Comment 2 Jakub Jelinek 2017-05-24 08:19:03 UTC
Also, even for host fallback there is a separate set of ICVs and many other properties, the target region can't be just ignored for many reasons even if there is no data sharing.
Of course, if you provide small testcases then we can discuss on what can and what can't be optimized in detail.
Comment 3 Thorsten Kurth 2017-05-24 15:05:58 UTC
Created attachment 41414 [details]
OpenMP 4.5 Testcase

This is the source code
Comment 4 Thorsten Kurth 2017-05-24 15:08:03 UTC
Created attachment 41415 [details]
Testcase

This is the test case. The files ending on .as contain the assembly code with and without target region
Comment 5 Thorsten Kurth 2017-05-24 15:11:38 UTC
To clarify the problem:
I think that the additional movq, pushq and other instructions generated when using the target directive can cause a big hit on the performance. I understand that these instructions are necessary when offloading is used but in case when I compile for native architecture those should not be there. So maybe I am just missing a GNU compiler flag which disables offloading and lets the compiler ignore the target, teams and distribute directives at compile time but still honoring all the other OpenMP constructs. 
Is there a way to do that right now and if not, is there a way to add that flag that supports this.
Comment 6 Jakub Jelinek 2017-05-24 15:25:50 UTC
movq/pushq etc. aren't that expensive, if it affects performance it must be something in the inner loops.  A compiler switch that ignores omp target, teams and distribute would basically create a new OpenMP version if it would ignore the requirements on those constructs, you can achive it yourself by using
those in _Pragma in some macro and defining it conditionally based on whether you want offloading or not, then the "you can ignore all side effects" is decided by you.  For OpenMP 5.0, there is some work on prescriptive vs. descriptive clauses/constructs where in your case you could just use a describe that the loop could be parallelized, simdized and/or offloaded and keep that up to the implementation what it does with that.

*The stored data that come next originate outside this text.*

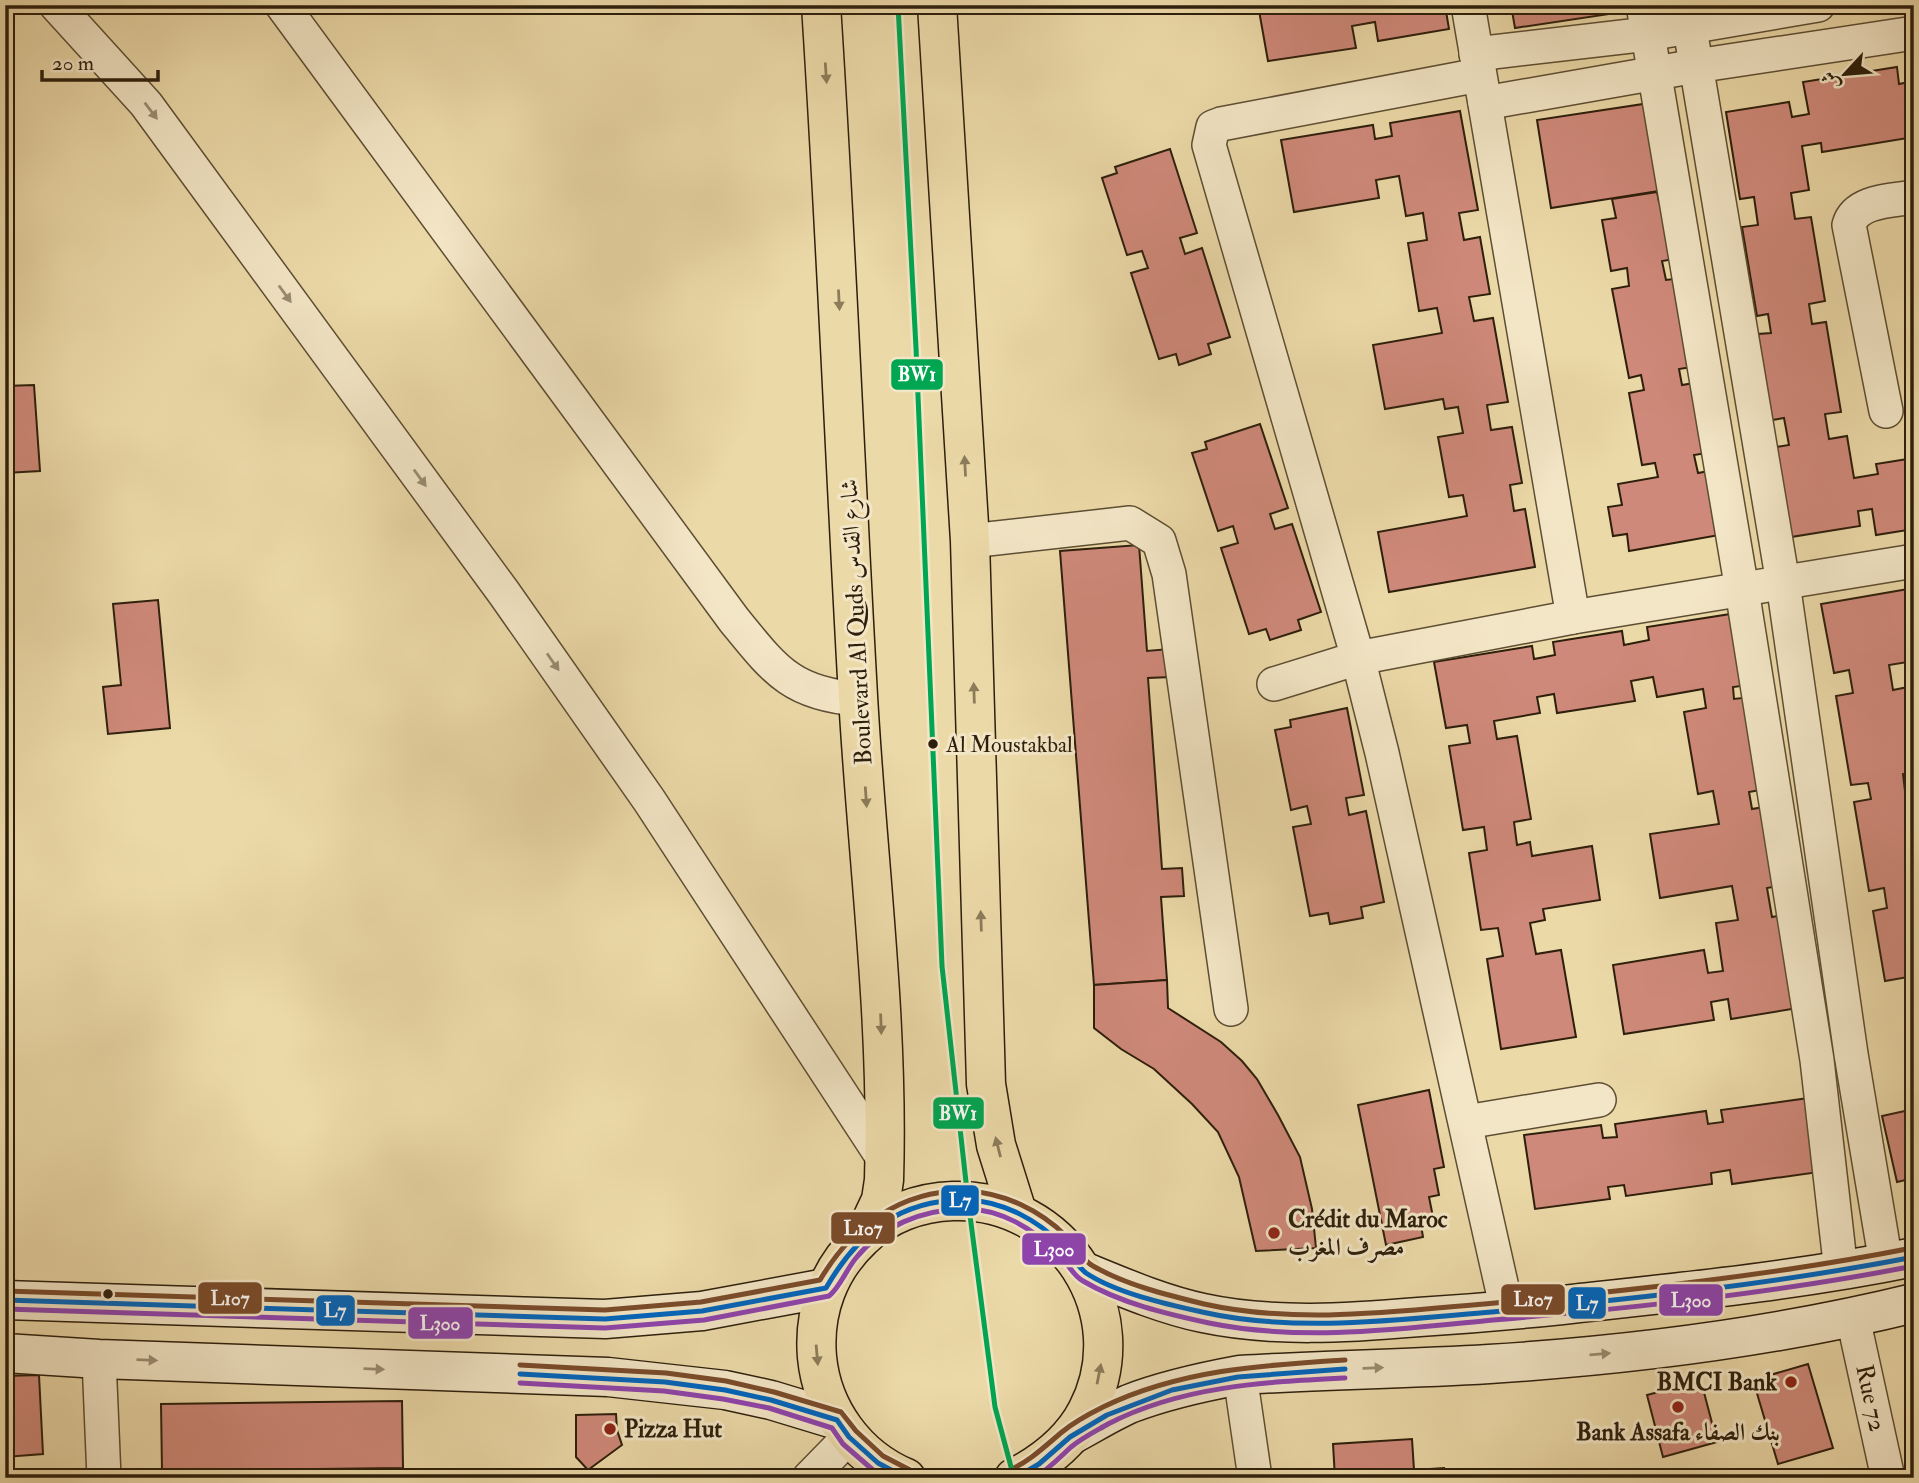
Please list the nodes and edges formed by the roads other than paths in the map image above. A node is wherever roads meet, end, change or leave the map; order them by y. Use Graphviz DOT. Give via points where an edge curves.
graph roads {
  1 [pos="56,5"];
  2 [pos="282,5"];
  3 [pos="821,5"];
  4 [pos="937,5"];
  5 [pos="1468,5"];
  6 [pos="1818,5"];
  7 [pos="1688,16"];
  8 [pos="1646,20"];
  9 [pos="1914,33"];
  10 [pos="1696,66"];
  11 [pos="1653,74"];
  12 [pos="1480,77"];
  13 [pos="1914,197"];
  14 [pos="1886,411"];
  15 [pos="970,541"];
  16 [pos="1914,561"];
  17 [pos="1783,583"];
  18 [pos="1742,590"];
  19 [pos="1573,617"];
  20 [pos="1358,658"];
  21 [pos="1273,684"];
  22 [pos="858,699"];
  23 [pos="1231,1009"];
  24 [pos="1599,1100"];
  25 [pos="1466,1122"];
  26 [pos="885,1161"];
  27 [pos="1017,1212"];
  28 [pos="865,1234"];
  29 [pos="1900,1260"];
  30 [pos="1083,1271"];
  31 [pos="1841,1271"];
  32 [pos="826,1288"];
  33 [pos="5,1300"];
  34 [pos="1914,1303"];
  35 [pos="1507,1310"];
  36 [pos="1853,1318"];
  37 [pos="5,1353"];
  38 [pos="99,1359"];
  39 [pos="1240,1375"];
  40 [pos="843,1429"];
  41 [pos="1065,1453"];
  42 [pos="882,1473"];
  43 [pos="104,1478"];
  44 [pos="809,1478"];
  45 [pos="1014,1478"];
  46 [pos="1255,1478"];
  47 [pos="1888,1478"];
  1 -- 26 [label="street, one-way" via="146,104 504,593 649,800"];
  2 -- 22 [label="street" via="769,663 812,692"];
  3 -- 22 [label="main road, Boulevard Al Quds شارع القدس, one-way"];
  15 -- 4 [label="main road, one-way"];
  5 -- 12 [label="street"];
  6 -- 7 [label="street"];
  7 -- 8 [label="street"];
  7 -- 10 [label="street"];
  8 -- 11 [label="street"];
  8 -- 12 [label="street"];
  9 -- 10 [label="street"];
  10 -- 11 [label="street"];
  10 -- 17 [label="street"];
  11 -- 12 [label="street"];
  11 -- 18 [label="street"];
  12 -- 19 [label="street"];
  12 -- 20 [label="street" via="1221,124 1210,133 1209,145"];
  13 -- 14 [label="street" via="1860,208 1849,225"];
  15 -- 23 [label="street" via="1130,523 1159,541 1171,588"];
  27 -- 15 [label="main road, one-way" via="996,1145 986,1084"];
  16 -- 17 [label="street"];
  17 -- 18 [label="street"];
  17 -- 29 [label="street" via="1851,1054"];
  18 -- 19 [label="street"];
  18 -- 31 [label="street" via="1817,1060"];
  19 -- 20 [label="street"];
  20 -- 21 [label="street"];
  20 -- 25 [label="street"];
  22 -- 26 [label="main road, Boulevard Al Quds شارع القدس, one-way" via="879,970"];
  24 -- 25 [label="street"];
  25 -- 35 [label="street"];
  26 -- 28 [label="main road, Boulevard Al Quds شارع القدس" via="881,1200"];
  27 -- 28 [label="main road" via="992,1203 938,1201 887,1218"];
  27 -- 30 [label="main road" via="1055,1236"];
  28 -- 32 [label="main road" via="849,1250"];
  29 -- 31 [label="street"];
  30 -- 35 [label="street" via="1203,1313 1263,1321 1348,1323"];
  41 -- 30 [label="main road, one-way" via="1098,1383 1103,1354 1098,1306"];
  31 -- 35 [label="street"];
  32 -- 33 [label="street" via="702,1311 605,1319"];
  32 -- 40 [label="main road, one-way" via="815,1332 819,1378"];
  34 -- 36 [label="street"];
  39 -- 36 [label="street, one-way" via="1488,1364 1648,1350"];
  36 -- 47 [label="street, Rue 72"];
  37 -- 38 [label="street"];
  38 -- 40 [label="street, one-way" via="620,1378 771,1400"];
  38 -- 43 [label="street"];
  39 -- 41 [label="street" via="1127,1405"];
  39 -- 46 [label="street"];
  40 -- 42 [label="main road"];
  40 -- 44 [label="street"];
  41 -- 45 [label="main road"];
}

What we perhaps could do is when not offloading try to simplify omp distribute (if we know omp_get_num_teams () will be always 1), either just by folding the library calls in that case to 1 or 0, or perhaps doing some more.

#pragma omp target teams
	{
		num_teams=omp_get_num_teams();
	}
	
#pragma omp parallel
	{
		num_threads=omp_get_num_threads();
	}
in your testcase is just wrong, the target would be ok in OpenMP 4.0, but it is not in 4.5, num_teams, being a scalar variable, is firstprivate, so you won't get the value back.
The parallel is racy, to avoid races you'd need #pragma omp single or #pragma omp master.

Why are you using separate distribute and parallel for constructs and prescribing what they handle, instead of just using
#pragma omp distribute parallel for
  for (int i = 0; i < N; ++i) D[i] += B[i] * C[i];
?  Do you expect or see any gains from that?
Comment 7 Thorsten Kurth 2017-05-24 15:42:12 UTC
Hello Jakub,

thanks for your comment but I think the parallel for is not racey. Every thread is working a block of i-indices so that is fine. The dotprod kernel is actually a kernel from the OpenMP standard documentation and I am sure that this is not racey. 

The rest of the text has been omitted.